Saved data entries:
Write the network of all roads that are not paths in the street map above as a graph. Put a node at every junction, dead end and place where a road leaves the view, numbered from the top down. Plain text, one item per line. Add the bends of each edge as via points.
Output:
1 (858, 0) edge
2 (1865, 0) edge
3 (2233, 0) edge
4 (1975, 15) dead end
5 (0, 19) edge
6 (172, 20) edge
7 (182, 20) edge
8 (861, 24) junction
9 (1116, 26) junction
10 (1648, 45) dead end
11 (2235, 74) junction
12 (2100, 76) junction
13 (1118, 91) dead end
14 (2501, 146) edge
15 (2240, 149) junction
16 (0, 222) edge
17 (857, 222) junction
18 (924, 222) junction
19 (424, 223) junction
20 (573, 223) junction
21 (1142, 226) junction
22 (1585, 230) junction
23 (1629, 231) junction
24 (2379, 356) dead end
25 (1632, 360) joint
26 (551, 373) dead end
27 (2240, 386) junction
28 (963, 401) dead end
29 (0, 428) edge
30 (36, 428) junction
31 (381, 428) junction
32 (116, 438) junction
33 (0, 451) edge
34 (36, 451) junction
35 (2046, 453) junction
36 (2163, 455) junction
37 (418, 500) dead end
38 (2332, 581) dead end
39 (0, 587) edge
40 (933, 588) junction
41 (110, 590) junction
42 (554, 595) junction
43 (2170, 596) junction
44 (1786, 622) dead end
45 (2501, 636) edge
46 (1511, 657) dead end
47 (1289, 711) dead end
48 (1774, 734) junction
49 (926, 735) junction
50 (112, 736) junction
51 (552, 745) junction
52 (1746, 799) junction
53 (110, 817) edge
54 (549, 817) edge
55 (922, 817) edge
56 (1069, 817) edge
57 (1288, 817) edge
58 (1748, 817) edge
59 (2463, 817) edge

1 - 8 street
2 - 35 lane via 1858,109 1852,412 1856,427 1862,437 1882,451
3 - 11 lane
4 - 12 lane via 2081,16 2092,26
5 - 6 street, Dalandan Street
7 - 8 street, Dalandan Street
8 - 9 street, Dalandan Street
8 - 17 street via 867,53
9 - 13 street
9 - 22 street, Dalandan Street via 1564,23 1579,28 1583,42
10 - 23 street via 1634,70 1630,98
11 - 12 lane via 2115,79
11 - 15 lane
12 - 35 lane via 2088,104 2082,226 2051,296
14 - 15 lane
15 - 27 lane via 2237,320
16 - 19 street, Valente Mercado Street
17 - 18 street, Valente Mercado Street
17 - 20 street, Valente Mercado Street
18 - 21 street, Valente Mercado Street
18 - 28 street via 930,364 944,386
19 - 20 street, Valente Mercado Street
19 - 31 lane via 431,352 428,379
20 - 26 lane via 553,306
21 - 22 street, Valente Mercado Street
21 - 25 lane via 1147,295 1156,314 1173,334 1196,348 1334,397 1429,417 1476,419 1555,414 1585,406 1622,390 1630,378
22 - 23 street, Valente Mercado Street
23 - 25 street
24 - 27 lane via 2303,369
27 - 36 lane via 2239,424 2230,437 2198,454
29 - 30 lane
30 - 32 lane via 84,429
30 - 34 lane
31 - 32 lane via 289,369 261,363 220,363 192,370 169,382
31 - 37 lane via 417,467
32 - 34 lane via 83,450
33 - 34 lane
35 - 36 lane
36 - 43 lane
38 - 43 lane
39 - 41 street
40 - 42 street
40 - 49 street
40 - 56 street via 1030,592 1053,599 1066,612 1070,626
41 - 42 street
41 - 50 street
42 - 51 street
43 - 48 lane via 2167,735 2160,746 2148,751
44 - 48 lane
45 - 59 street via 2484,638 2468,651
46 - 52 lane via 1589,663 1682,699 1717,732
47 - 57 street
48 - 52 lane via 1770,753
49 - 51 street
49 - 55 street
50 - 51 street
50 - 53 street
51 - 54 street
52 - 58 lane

Exercise directions: Write the records out again so that each one matches the original exactly.

Solved problem:
Write the network of all roads that are not paths in the street map above as a graph. Put a node at every junction, dead end and place where a road leaves the view, numbered from the top down. Plain text, one item per line. Add the bends of each edge as via points.
Output:
1 (858, 0) edge
2 (1865, 0) edge
3 (2233, 0) edge
4 (1975, 15) dead end
5 (0, 19) edge
6 (172, 20) edge
7 (182, 20) edge
8 (861, 24) junction
9 (1116, 26) junction
10 (1648, 45) dead end
11 (2235, 74) junction
12 (2100, 76) junction
13 (1118, 91) dead end
14 (2501, 146) edge
15 (2240, 149) junction
16 (0, 222) edge
17 (857, 222) junction
18 (924, 222) junction
19 (424, 223) junction
20 (573, 223) junction
21 (1142, 226) junction
22 (1585, 230) junction
23 (1629, 231) junction
24 (2379, 356) dead end
25 (1632, 360) joint
26 (551, 373) dead end
27 (2240, 386) junction
28 (963, 401) dead end
29 (0, 428) edge
30 (36, 428) junction
31 (381, 428) junction
32 (116, 438) junction
33 (0, 451) edge
34 (36, 451) junction
35 (2046, 453) junction
36 (2163, 455) junction
37 (418, 500) dead end
38 (2332, 581) dead end
39 (0, 587) edge
40 (933, 588) junction
41 (110, 590) junction
42 (554, 595) junction
43 (2170, 596) junction
44 (1786, 622) dead end
45 (2501, 636) edge
46 (1511, 657) dead end
47 (1289, 711) dead end
48 (1774, 734) junction
49 (926, 735) junction
50 (112, 736) junction
51 (552, 745) junction
52 (1746, 799) junction
53 (110, 817) edge
54 (549, 817) edge
55 (922, 817) edge
56 (1069, 817) edge
57 (1288, 817) edge
58 (1748, 817) edge
59 (2463, 817) edge

1 - 8 street
2 - 35 lane via 1858,109 1852,412 1856,427 1862,437 1882,451
3 - 11 lane
4 - 12 lane via 2081,16 2092,26
5 - 6 street, Dalandan Street
7 - 8 street, Dalandan Street
8 - 9 street, Dalandan Street
8 - 17 street via 867,53
9 - 13 street
9 - 22 street, Dalandan Street via 1564,23 1579,28 1583,42
10 - 23 street via 1634,70 1630,98
11 - 12 lane via 2115,79
11 - 15 lane
12 - 35 lane via 2088,104 2082,226 2051,296
14 - 15 lane
15 - 27 lane via 2237,320
16 - 19 street, Valente Mercado Street
17 - 18 street, Valente Mercado Street
17 - 20 street, Valente Mercado Street
18 - 21 street, Valente Mercado Street
18 - 28 street via 930,364 944,386
19 - 20 street, Valente Mercado Street
19 - 31 lane via 431,352 428,379
20 - 26 lane via 553,306
21 - 22 street, Valente Mercado Street
21 - 25 lane via 1147,295 1156,314 1173,334 1196,348 1334,397 1429,417 1476,419 1555,414 1585,406 1622,390 1630,378
22 - 23 street, Valente Mercado Street
23 - 25 street
24 - 27 lane via 2303,369
27 - 36 lane via 2239,424 2230,437 2198,454
29 - 30 lane
30 - 32 lane via 84,429
30 - 34 lane
31 - 32 lane via 289,369 261,363 220,363 192,370 169,382
31 - 37 lane via 417,467
32 - 34 lane via 83,450
33 - 34 lane
35 - 36 lane
36 - 43 lane
38 - 43 lane
39 - 41 street
40 - 42 street
40 - 49 street
40 - 56 street via 1030,592 1053,599 1066,612 1070,626
41 - 42 street
41 - 50 street
42 - 51 street
43 - 48 lane via 2167,735 2160,746 2148,751
44 - 48 lane
45 - 59 street via 2484,638 2468,651
46 - 52 lane via 1589,663 1682,699 1717,732
47 - 57 street
48 - 52 lane via 1770,753
49 - 51 street
49 - 55 street
50 - 51 street
50 - 53 street
51 - 54 street
52 - 58 lane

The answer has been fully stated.